Vous déplorez que la régulation par le droit soit supplantée par d'autres régulations, dont celle du marché. Le Conseil d'État a longtemps mis en garde le public contre la multiplication des AAI ; un consensus général règne aujourd'hui sur le sujet. Notre rapport a voulu faire la lumière sur quelque chose que nous n'avons pas créé, mais que nous voulons maîtriser. La compétence liée ne sera pas remise en cause : cette colonne du temple n'est pas près de s'effondrer. Le Parlement a pour mission d'élaborer du droit dur, mais il doit peut-être mieux maîtriser les dispositions non normatives pour mieux les encadrer. Le débat parlementaire que nous proposons page 160 comporte un vote sur le programme de stabilité et de convergence : nous ne perdons pas de vue les responsabilités du Parlement. Notre définition du droit souple est certes faite en creux, mais avec deux bornes que sont le droit dur et le non-droit, entre lesquelles nous avons affaire à une normativité graduée, que le Conseil d'État doit ordonner. Les bonnes pratiques médicales procédant de la loi et émises par une autorité habilitée ne doivent pas avoir la même portée que des directives d'un ministre sur des aides économiques ou sociales.
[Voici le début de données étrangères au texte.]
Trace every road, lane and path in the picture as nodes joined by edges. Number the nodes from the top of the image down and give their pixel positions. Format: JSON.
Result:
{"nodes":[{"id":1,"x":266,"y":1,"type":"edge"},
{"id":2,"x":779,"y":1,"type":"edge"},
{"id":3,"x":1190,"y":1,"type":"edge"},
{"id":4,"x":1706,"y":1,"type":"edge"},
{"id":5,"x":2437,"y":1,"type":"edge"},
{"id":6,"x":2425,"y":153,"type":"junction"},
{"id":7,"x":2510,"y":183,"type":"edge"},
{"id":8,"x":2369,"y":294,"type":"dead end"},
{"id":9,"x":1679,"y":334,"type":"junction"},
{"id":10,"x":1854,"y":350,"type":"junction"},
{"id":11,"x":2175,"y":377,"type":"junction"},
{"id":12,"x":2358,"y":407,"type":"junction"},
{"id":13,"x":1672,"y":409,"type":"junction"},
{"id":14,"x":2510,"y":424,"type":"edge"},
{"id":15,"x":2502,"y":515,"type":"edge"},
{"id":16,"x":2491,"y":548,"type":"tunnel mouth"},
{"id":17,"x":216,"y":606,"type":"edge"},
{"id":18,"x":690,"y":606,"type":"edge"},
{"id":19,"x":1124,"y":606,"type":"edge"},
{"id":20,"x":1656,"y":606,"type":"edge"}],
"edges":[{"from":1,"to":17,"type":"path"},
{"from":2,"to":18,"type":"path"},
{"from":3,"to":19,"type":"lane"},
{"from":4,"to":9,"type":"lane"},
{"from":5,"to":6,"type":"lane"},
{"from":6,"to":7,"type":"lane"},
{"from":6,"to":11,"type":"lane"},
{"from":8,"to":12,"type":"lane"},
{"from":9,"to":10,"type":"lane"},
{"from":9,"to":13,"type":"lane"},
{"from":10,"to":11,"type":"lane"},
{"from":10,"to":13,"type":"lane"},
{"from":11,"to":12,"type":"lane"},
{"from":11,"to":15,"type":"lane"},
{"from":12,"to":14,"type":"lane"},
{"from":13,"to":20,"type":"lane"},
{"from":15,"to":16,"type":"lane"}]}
Les politiques contractuelles ont été examinées page 33 ; leur force a peut-être excédé en effet celle que voulait leur donner le législateur, peut-être à cause de l'évolution des finances publiques. Nous n'avons pas négligé la Cour de cassation ; sur des sujets partagés comme la responsabilité médicale, les sanctions ou en matière sociale, nous ne cessons d'échanger de manière informelle, par des colloques communs par exemple. Chacun est indépendant, mais nous ne pouvons pas délibérer dans l'ignorance de l'autre. Plus formellement, cela s'exprime par la jurisprudence du tribunal des conflits, qui a évolué au bénéfice des justifiables et de la clarté de la séparation entre les deux ordres de juridiction, sans que le garde des sceaux ait eu à le présider depuis quelques années.